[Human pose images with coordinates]
((

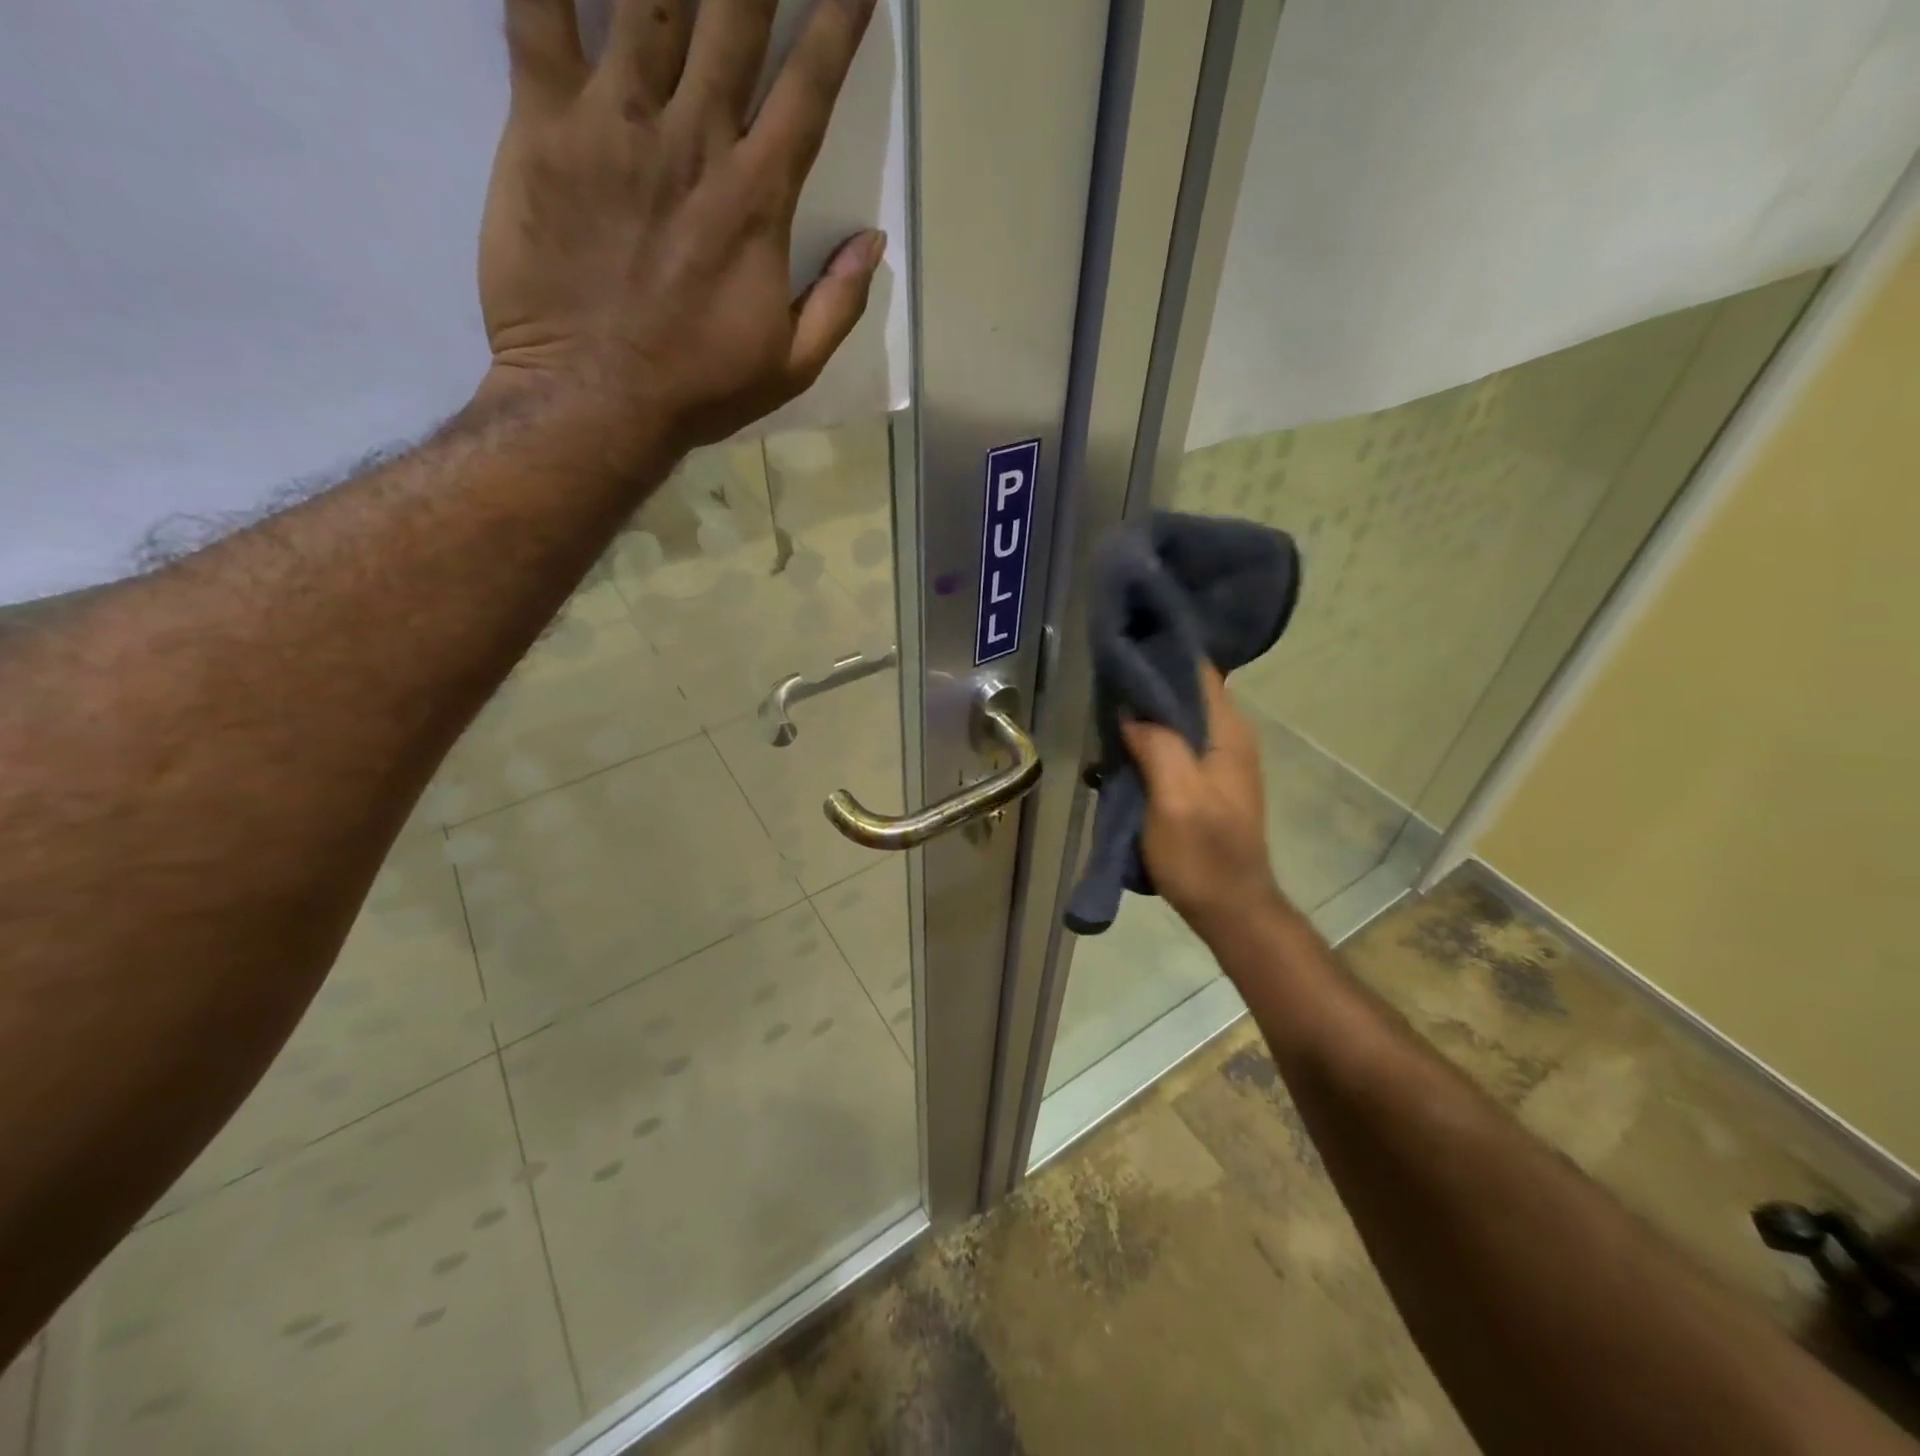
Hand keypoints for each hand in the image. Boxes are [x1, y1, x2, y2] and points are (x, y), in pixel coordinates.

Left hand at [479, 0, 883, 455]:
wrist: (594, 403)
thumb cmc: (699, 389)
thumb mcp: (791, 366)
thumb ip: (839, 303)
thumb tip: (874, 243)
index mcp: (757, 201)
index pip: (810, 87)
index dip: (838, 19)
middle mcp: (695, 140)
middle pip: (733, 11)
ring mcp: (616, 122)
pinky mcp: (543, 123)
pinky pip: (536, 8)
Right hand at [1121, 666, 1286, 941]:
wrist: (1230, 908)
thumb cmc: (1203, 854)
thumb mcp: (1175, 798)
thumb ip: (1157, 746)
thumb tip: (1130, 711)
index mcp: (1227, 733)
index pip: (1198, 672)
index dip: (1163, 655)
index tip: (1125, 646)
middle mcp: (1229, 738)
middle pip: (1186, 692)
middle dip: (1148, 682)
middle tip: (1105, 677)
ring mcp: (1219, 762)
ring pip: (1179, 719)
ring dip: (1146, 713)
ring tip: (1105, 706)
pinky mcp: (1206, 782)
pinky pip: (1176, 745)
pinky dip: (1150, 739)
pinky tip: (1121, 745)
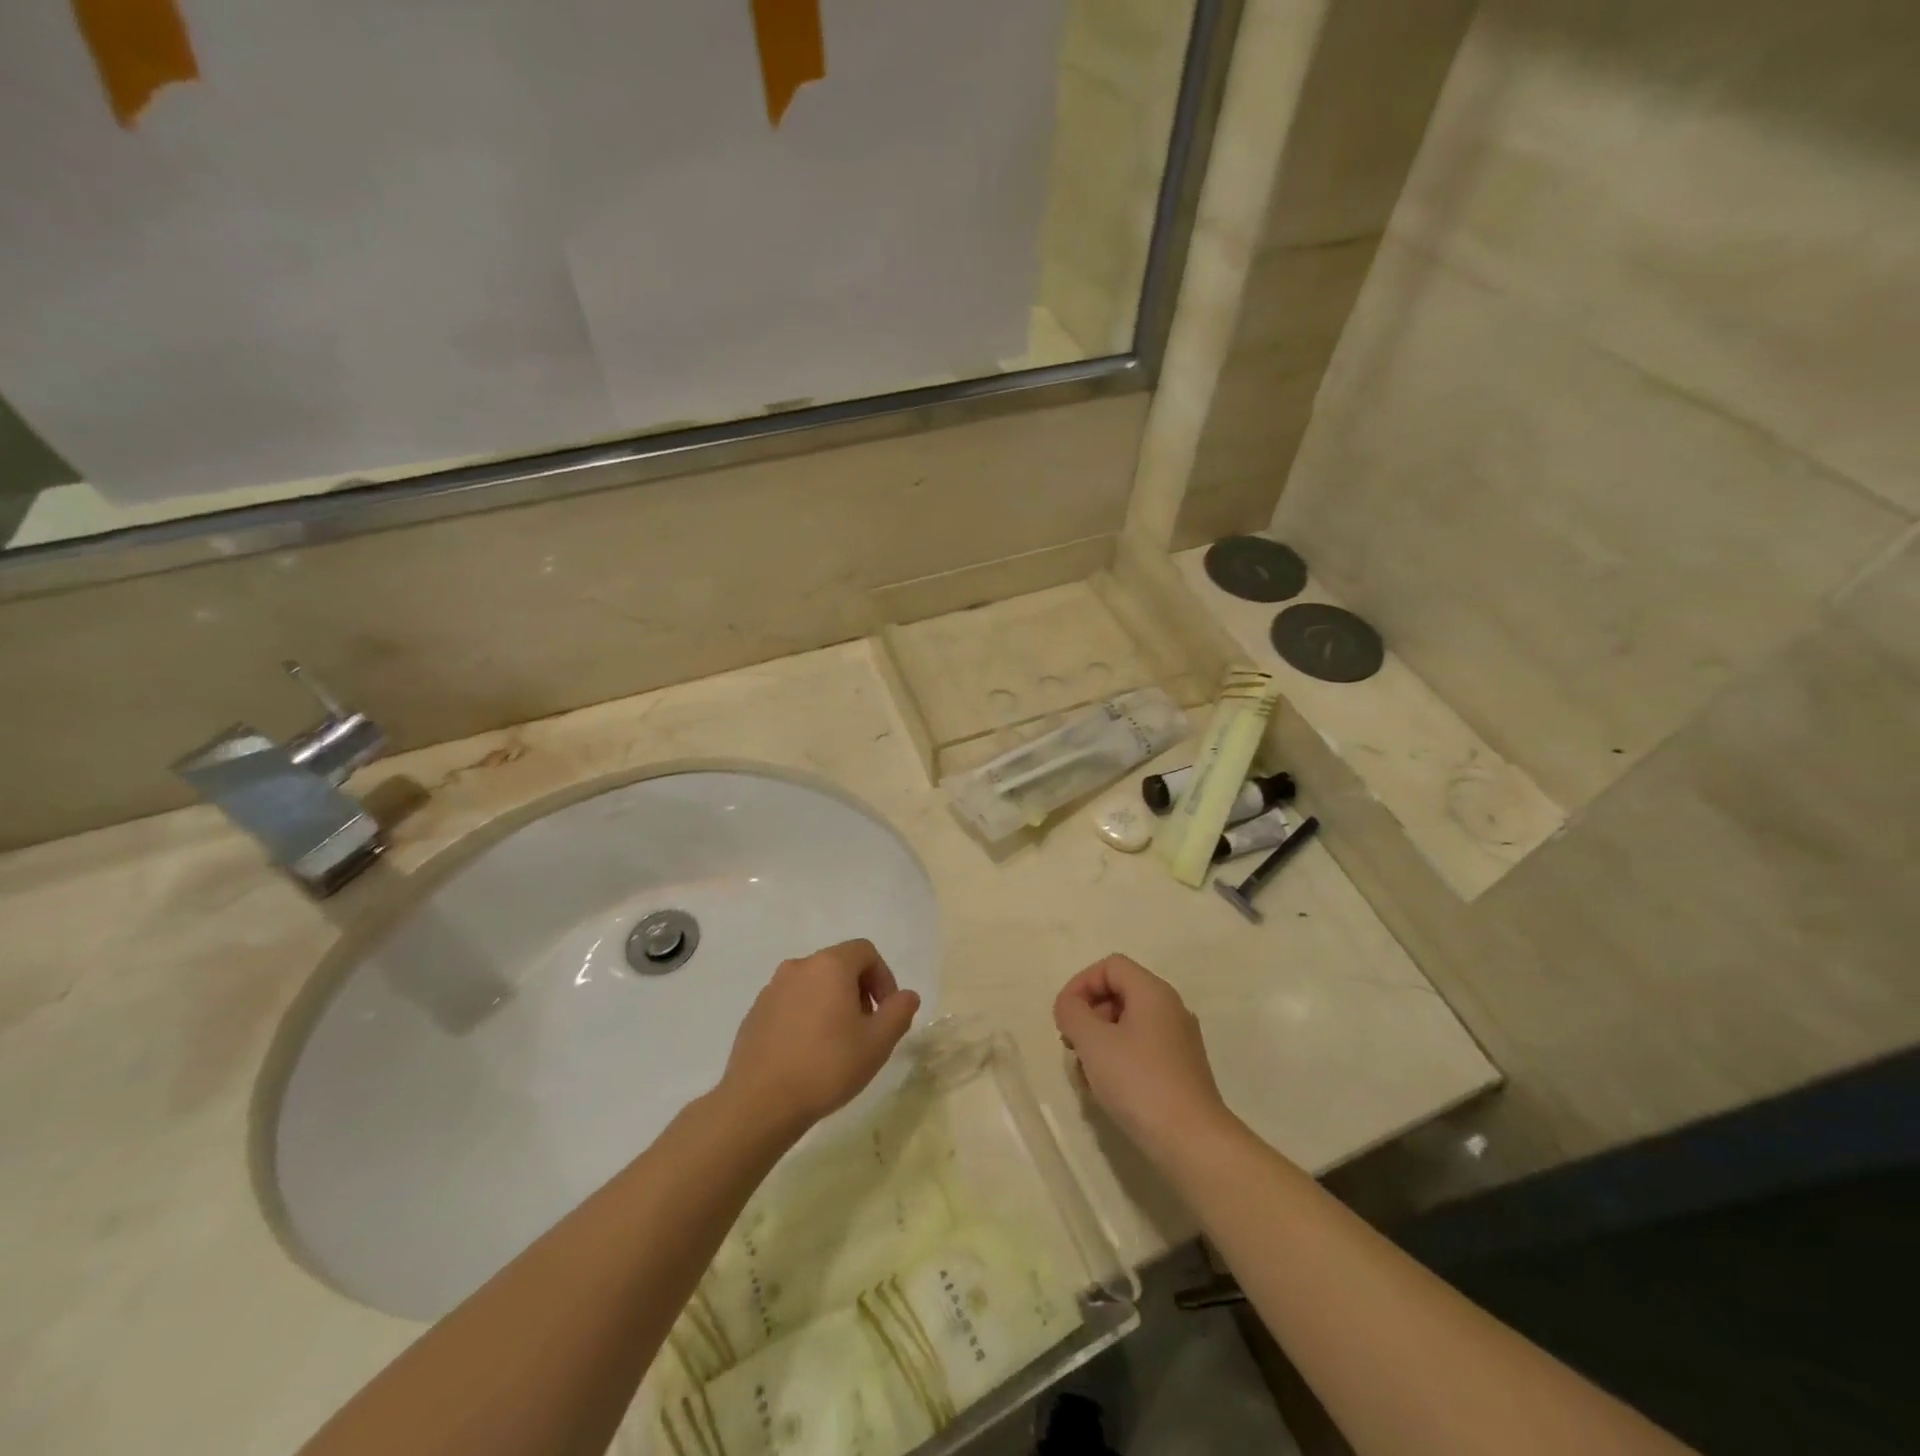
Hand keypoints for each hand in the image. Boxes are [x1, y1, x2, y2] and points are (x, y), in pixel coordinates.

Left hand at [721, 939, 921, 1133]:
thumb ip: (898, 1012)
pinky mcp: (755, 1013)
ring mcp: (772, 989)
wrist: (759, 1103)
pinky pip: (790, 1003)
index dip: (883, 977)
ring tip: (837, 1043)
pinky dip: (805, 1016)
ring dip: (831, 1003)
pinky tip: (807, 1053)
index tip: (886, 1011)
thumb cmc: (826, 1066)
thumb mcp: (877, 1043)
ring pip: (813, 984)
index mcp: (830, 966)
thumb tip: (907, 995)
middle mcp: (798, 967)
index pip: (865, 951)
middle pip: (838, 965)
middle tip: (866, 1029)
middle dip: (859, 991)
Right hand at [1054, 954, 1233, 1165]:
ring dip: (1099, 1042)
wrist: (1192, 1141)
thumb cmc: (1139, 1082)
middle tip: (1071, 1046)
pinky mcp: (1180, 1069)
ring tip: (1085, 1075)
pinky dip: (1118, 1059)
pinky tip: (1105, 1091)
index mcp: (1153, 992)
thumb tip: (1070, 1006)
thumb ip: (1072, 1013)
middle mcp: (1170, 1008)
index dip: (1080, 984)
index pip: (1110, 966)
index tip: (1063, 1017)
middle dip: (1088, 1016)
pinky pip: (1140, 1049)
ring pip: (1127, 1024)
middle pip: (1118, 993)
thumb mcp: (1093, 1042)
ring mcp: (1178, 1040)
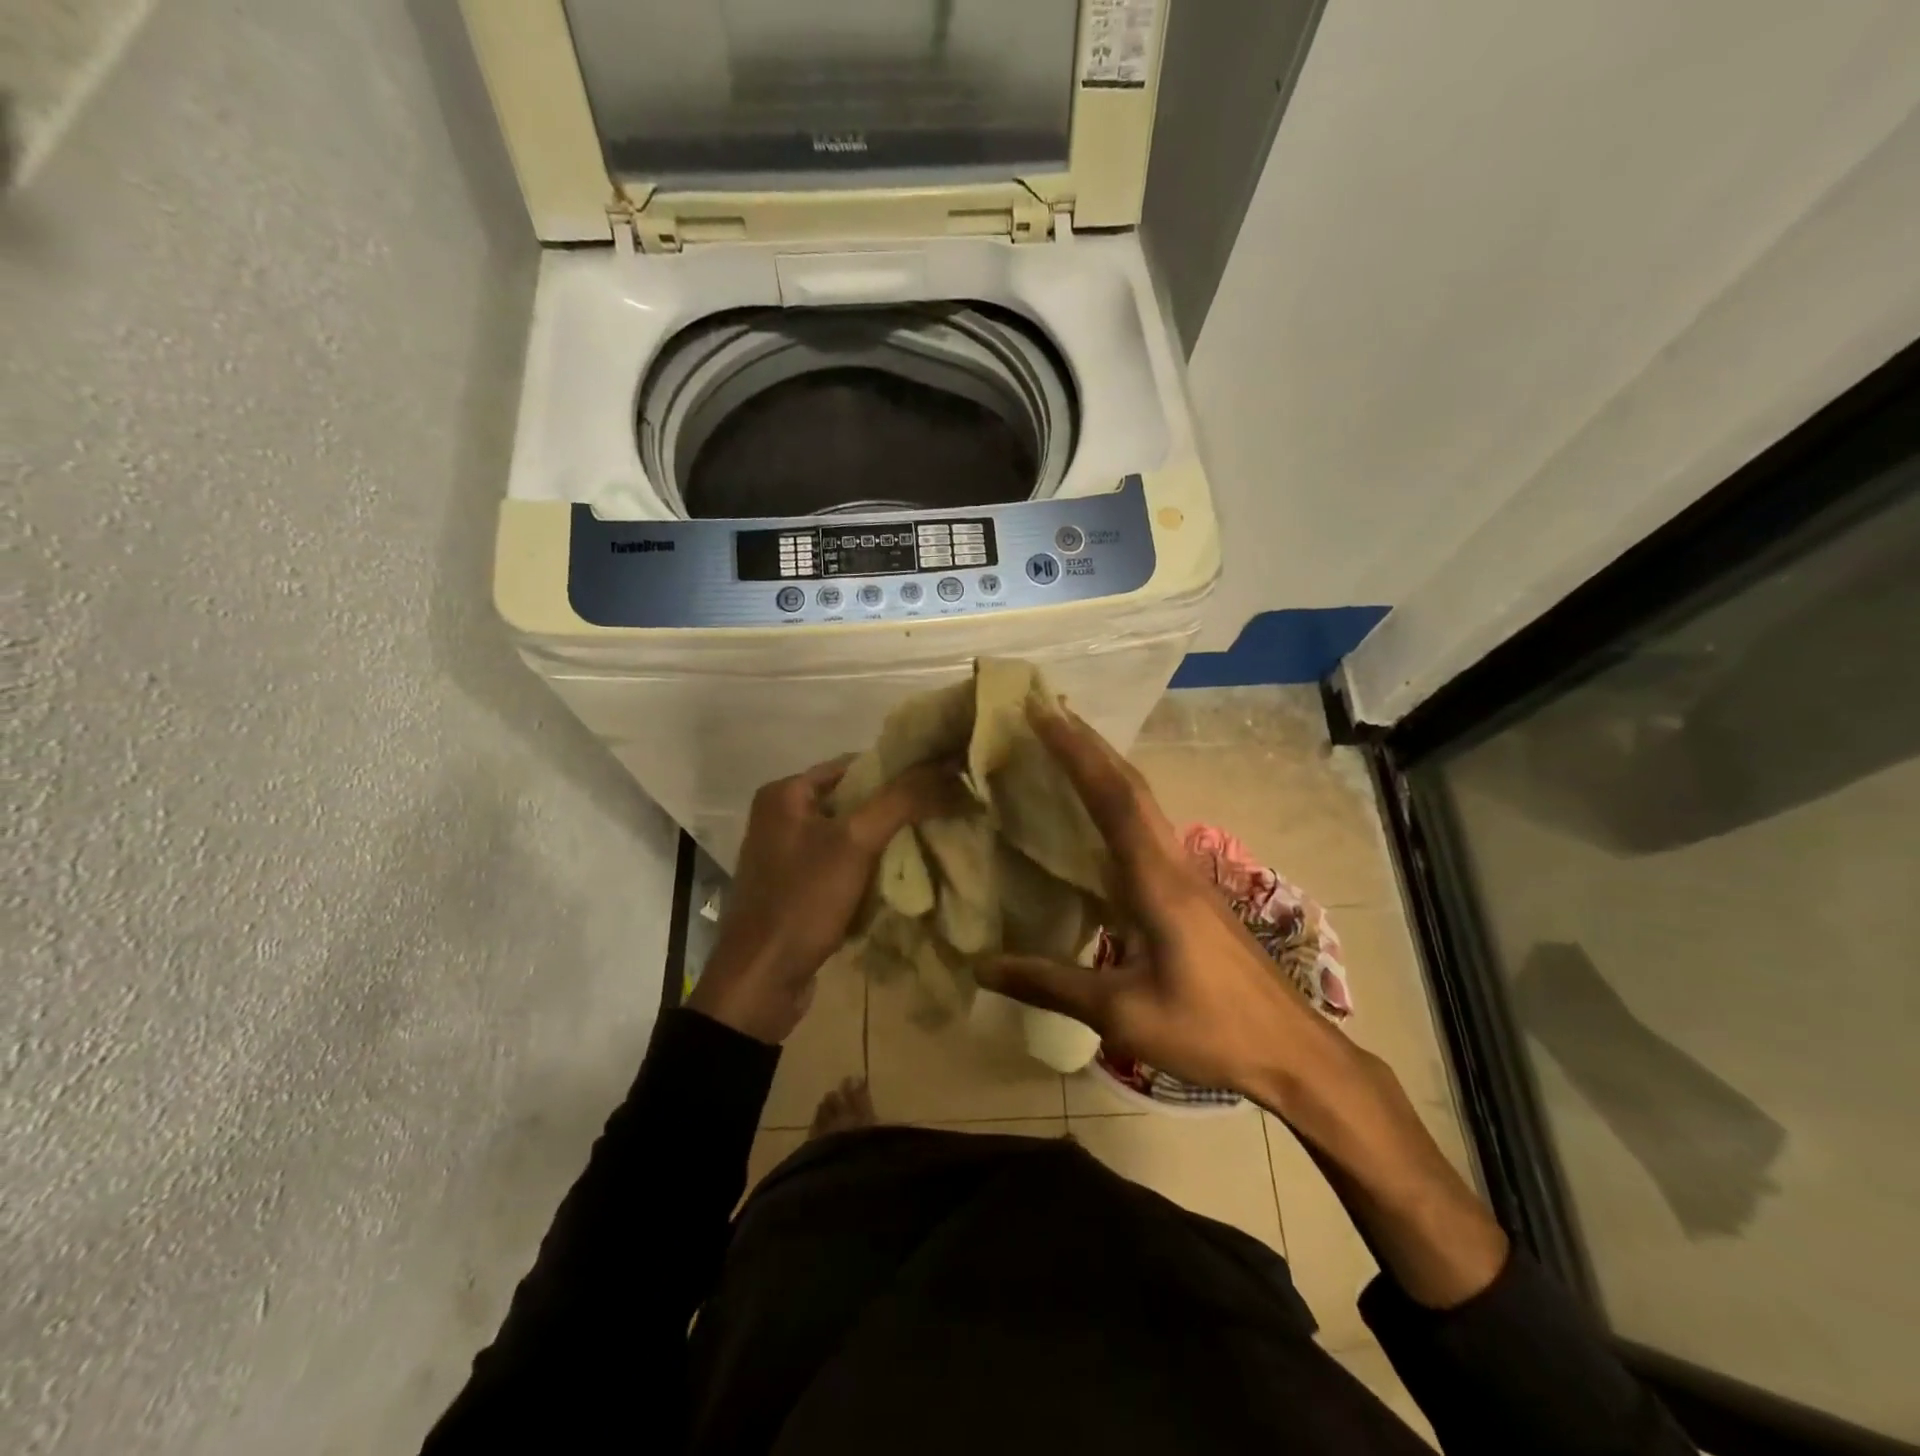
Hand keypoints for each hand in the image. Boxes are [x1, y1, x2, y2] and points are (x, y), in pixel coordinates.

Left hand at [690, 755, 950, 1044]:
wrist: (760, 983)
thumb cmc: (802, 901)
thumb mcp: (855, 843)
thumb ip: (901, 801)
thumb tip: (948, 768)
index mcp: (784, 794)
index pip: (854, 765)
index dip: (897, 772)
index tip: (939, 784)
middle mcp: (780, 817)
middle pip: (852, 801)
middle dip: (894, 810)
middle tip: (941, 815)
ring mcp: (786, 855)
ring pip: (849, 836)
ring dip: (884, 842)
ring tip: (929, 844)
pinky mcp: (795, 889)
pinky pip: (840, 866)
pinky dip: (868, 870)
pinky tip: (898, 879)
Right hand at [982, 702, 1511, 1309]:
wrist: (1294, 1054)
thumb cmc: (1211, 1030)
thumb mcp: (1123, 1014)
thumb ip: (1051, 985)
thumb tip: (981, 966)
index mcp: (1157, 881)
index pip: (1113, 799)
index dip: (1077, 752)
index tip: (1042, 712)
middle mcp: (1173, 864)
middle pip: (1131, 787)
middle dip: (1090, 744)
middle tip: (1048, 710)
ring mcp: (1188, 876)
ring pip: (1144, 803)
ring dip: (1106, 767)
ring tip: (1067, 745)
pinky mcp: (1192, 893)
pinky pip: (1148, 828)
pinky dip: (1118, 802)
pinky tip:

))

Looking through the data above, copy out each line in which the string "hand" occurs.

Task answer
Hand keypoints for each hand in the image. Boxes are [x1, y1, x2, y2] and points are (x, y), in pixel coordinates.
Left hand at [479, 0, 883, 455]:
Right hand at [1121, 666, 1286, 941]:
Hand keypoints for each hand in the image. Boxes are [x1, y1, x2, y2] and points are (x, y), in pixel coordinates.
Left hand at [721, 939, 921, 1133]:
Right hand at [1054, 954, 1233, 1165]:
Hand keypoints for each hand in the image. Boxes are [x1, y1, x2, y2] and points are (x, y), in pixel coordinates.
Left hand at [690, 755, 950, 1044]:
Right hand at [982, 702, 1511, 1309]:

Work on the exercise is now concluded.